Joseph Markman Senior Editor, Digital News Group Hart Energy
“We believe that the unrealistic growth projection that EIA has made disadvantages U.S. markets,” said Hamm, chairman and CEO of Continental Resources Inc. (NYSE: CLR), who spoke in his role as chairman of the Domestic Energy Producers Alliance (DEPA). That disadvantage is brought out in the current spread on global markets between Brent and West Texas Intermediate (WTI) crude oil.
“Brent trades at a premium to WTI at about 10%—a 10% advantage that puts America last, not first,” he said. “That 10% can mean the margin of profit or loss for many wells in America and many DEPA members.”
Hamm said he and others from DEPA met with EIA officials in August following the markets’ response in July to crude export increases from Libya and Nigeria. The surprise addition of 400,000 barrels per day (bbl/d) pulled down the WTI price of oil from $53/bbl to $43/bbl from April to June.
The industry responded to the lower prices by curtailing production, but the EIA nevertheless held to its previous lofty forecast for the year. After meeting with DEPA, the agency trimmed its exit rates for 2017 in September from 9.92 million bbl/d to 9.69 million bbl/d.
It was progress, but Hamm and DEPA weren’t entirely satisfied.
The “EIA still remains on the high side by about 220,000 barrels or more, we believe,” he said. “Actual production from April to August was very flat, and activity level and drilling has continued downward through much of November.”
Given the total volume of U.S. crude oil output, the 220,000 bbl/d could be overlooked as a rounding error, except for the ultimate impact. The combination of that figure with the barrels that the EIA already cut from its projection is roughly equivalent to the added output from Libya and Nigeria early in the year—the sum of 400,000 bbl/d of oil that roiled global markets and delivered an almost 20% hit to the price of WTI.
The overestimate, Hamm said, has been calculated by DEPA to have cost $4 billion in revenue, royalties and tax dollars.
“The EIA forecast is very important,” he said. “It moves markets, and it impacts our industry greatly. Within 72 hours after the November 2017 Short-Term Energy Outlook was released, EIA data was referenced by more than 155 analysts. Another 25 articles appeared in major media publications.

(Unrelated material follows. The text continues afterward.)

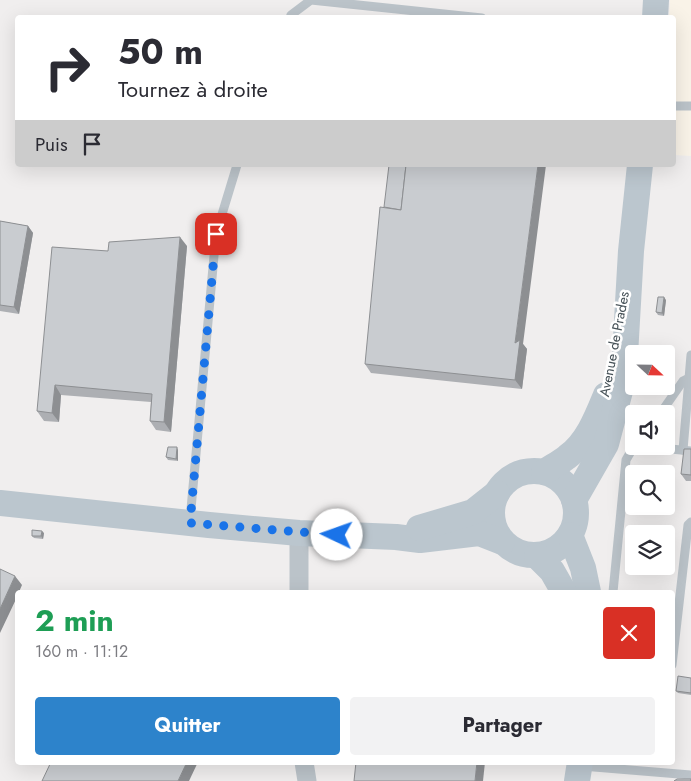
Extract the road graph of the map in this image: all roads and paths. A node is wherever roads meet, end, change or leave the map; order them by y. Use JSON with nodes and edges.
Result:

Right or wrong, no other agency provides data with greater impact.”
This could explain why DEPA was eager to engage with the EIA to help it produce the most accurate numbers.
In the second quarter, DEPA representatives sought out public reporting companies to check on whether its suspicions about production estimates were correct. The organization learned that overall output by public companies—those responsible for about 75% of U.S. production—had dropped by 0.78%. In the third quarter, output slipped again by about 0.5%.
But to accurately gauge what oil companies are doing, the EIA must be aware of the changing dynamics of the industry, Hamm said.
“The capital markets have changed,” he said. “Shareholders want return on capital employed. Growth at any cost … no longer applies. They rightly are demanding decent returns.”
At this point in mid-November, Hamm said, it is mathematically difficult if not impossible for U.S. producers to match the EIA’s forecast for the 2017 exit rate without raising the average output by 130,000 bbl/d. The actual growth rate, dating to September 2016, has been about 59,000 bbl/d.
While those in the industry may be awareof those figures, markets rely heavily on the EIA to do the math.
“It is crucial for EIA to provide the most accurate energy supply and demand data possible,” Hamm said, “particularly during this new era of energy in America.”